▸ The problem:
In the data, extract each line that holds the string "Kennedy".

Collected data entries
┄┄┄┄┄┄┄┄┄┄
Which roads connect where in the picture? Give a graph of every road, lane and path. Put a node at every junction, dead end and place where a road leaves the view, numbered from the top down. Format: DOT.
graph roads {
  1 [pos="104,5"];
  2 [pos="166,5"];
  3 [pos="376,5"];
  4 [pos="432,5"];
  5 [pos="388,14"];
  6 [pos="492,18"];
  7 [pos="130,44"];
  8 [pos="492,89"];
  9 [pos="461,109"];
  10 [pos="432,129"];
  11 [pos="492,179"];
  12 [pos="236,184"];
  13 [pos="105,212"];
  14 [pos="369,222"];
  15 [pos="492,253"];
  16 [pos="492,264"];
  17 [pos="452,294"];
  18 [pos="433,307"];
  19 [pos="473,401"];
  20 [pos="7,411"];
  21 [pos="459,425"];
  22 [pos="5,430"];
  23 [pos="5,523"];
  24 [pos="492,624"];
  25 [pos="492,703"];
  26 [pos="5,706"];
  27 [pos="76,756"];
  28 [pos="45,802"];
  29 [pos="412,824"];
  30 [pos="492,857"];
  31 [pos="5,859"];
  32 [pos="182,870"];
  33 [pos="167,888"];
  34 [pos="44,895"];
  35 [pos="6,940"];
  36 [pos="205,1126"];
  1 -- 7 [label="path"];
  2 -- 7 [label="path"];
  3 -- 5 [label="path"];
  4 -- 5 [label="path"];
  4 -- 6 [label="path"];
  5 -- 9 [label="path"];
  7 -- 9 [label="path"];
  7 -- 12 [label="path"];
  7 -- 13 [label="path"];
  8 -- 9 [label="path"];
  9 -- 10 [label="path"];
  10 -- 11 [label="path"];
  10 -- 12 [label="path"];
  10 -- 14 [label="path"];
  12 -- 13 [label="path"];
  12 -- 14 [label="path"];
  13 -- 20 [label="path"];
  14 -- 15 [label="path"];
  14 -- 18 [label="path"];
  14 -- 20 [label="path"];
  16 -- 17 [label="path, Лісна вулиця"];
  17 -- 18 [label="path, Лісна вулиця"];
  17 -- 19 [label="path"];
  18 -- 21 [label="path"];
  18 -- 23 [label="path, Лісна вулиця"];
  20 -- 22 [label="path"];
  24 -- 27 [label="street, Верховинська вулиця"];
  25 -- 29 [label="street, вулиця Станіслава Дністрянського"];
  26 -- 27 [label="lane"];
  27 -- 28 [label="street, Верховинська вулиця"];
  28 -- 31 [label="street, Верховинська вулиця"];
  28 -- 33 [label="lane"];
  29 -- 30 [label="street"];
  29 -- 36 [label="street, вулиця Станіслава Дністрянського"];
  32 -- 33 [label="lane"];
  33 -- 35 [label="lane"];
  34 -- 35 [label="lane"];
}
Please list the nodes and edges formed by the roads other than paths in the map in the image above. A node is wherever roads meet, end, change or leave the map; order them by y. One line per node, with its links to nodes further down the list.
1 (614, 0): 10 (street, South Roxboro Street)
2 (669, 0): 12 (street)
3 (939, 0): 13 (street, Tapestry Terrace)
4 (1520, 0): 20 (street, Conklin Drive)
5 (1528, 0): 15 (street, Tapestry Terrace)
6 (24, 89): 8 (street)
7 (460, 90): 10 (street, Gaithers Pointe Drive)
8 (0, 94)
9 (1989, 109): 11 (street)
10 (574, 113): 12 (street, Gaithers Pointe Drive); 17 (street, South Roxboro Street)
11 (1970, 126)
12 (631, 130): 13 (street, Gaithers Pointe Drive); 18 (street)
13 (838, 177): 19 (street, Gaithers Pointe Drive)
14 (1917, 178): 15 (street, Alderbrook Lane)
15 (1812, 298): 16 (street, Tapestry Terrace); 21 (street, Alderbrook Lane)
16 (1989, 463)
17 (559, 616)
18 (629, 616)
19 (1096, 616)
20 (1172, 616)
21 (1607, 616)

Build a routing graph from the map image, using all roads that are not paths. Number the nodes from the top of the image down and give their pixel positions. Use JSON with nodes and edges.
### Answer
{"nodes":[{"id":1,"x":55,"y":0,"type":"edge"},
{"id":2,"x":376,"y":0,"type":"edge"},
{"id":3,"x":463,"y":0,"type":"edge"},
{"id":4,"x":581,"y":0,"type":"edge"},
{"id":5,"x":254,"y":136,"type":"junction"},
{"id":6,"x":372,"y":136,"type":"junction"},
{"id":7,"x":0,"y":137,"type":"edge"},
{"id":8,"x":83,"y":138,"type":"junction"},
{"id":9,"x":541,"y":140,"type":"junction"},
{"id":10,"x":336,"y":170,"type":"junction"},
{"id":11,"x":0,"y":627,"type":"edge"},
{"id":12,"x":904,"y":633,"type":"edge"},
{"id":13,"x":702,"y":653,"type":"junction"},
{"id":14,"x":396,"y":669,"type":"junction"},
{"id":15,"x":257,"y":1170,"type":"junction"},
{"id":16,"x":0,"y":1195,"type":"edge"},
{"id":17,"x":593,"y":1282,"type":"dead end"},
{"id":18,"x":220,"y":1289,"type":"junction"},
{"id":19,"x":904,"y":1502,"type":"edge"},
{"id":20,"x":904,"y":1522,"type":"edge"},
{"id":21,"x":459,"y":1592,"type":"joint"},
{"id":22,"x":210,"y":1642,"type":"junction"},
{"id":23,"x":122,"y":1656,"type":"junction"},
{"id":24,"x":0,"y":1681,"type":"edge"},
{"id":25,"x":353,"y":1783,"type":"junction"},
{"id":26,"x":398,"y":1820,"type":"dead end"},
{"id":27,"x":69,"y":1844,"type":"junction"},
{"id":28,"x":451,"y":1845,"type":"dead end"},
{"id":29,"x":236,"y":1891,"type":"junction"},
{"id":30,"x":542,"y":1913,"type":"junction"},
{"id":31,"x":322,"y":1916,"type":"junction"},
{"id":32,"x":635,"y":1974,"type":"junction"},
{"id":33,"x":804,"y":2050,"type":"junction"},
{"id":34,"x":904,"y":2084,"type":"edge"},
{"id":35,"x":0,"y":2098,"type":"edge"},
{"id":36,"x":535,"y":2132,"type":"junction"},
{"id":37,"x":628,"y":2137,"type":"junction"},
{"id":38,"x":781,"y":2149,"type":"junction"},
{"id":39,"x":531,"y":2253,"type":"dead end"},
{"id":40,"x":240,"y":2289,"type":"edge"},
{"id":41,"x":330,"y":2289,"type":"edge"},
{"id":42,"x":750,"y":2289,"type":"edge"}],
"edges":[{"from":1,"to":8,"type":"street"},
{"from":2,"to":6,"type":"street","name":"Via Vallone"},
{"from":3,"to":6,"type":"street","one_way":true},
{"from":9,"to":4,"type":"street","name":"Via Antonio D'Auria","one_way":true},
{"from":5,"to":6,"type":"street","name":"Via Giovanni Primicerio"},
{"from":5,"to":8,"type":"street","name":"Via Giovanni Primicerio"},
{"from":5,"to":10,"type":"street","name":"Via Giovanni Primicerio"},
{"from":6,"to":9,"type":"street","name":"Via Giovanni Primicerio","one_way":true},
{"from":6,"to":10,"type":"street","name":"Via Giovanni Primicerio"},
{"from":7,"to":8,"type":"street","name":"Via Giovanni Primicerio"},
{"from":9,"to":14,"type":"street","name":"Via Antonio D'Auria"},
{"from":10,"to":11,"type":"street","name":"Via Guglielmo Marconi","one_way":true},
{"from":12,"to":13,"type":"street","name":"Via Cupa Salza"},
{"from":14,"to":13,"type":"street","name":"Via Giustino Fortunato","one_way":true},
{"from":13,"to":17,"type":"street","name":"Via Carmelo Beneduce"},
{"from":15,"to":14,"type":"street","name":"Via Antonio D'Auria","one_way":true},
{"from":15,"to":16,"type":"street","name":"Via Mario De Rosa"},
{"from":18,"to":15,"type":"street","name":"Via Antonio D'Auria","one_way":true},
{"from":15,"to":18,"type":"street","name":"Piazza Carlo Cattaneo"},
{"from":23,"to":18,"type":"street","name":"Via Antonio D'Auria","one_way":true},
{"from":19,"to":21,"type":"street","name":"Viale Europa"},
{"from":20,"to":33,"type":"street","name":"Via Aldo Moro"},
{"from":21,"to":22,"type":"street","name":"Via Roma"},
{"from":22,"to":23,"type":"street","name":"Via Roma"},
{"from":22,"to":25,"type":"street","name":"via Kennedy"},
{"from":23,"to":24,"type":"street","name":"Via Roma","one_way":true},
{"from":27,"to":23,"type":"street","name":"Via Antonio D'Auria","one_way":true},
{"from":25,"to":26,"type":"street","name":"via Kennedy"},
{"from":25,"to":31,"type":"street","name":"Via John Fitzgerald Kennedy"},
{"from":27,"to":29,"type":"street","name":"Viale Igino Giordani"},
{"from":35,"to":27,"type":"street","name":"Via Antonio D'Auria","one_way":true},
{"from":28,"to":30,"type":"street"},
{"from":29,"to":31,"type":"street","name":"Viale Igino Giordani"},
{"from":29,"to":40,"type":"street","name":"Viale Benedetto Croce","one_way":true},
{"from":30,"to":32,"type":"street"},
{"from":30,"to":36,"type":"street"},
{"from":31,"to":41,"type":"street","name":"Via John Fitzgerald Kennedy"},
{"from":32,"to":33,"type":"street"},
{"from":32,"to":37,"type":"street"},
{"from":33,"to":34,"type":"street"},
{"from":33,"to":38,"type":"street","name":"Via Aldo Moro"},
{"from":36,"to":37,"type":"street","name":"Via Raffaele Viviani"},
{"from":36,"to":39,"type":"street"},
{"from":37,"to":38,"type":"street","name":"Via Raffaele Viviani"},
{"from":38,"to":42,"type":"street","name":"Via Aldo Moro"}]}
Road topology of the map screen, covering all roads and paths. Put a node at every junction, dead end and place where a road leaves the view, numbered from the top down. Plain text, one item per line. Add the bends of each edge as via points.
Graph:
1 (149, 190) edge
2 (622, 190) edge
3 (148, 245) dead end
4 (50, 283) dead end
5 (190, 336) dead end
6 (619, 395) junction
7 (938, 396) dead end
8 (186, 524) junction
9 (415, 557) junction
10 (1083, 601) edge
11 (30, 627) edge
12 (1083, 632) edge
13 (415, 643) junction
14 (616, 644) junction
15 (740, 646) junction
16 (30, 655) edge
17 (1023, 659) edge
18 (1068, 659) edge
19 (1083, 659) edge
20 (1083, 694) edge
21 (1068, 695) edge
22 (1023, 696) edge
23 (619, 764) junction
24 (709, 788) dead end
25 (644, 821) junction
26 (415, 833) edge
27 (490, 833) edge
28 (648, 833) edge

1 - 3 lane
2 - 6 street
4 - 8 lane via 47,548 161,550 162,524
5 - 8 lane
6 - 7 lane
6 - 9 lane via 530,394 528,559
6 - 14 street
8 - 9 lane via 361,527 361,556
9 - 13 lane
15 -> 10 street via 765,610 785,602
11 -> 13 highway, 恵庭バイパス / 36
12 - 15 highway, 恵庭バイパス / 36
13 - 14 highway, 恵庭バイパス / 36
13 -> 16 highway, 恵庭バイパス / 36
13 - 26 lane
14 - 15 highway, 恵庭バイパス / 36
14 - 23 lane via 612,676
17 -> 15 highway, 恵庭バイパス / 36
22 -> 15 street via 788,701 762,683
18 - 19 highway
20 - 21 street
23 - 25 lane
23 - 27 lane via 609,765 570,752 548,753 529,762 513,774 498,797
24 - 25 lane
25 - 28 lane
┄┄┄┄┄┄┄┄┄┄
▸ Solution for this problem:
{"from":22,"to":25,"type":"street","name":"via Kennedy"},
{"from":25,"to":26,"type":"street","name":"via Kennedy"},
{"from":25,"to":31,"type":"street","name":"Via John Fitzgerald Kennedy"},
{"from":31,"to":41,"type":"street","name":"Via John Fitzgerald Kennedy"},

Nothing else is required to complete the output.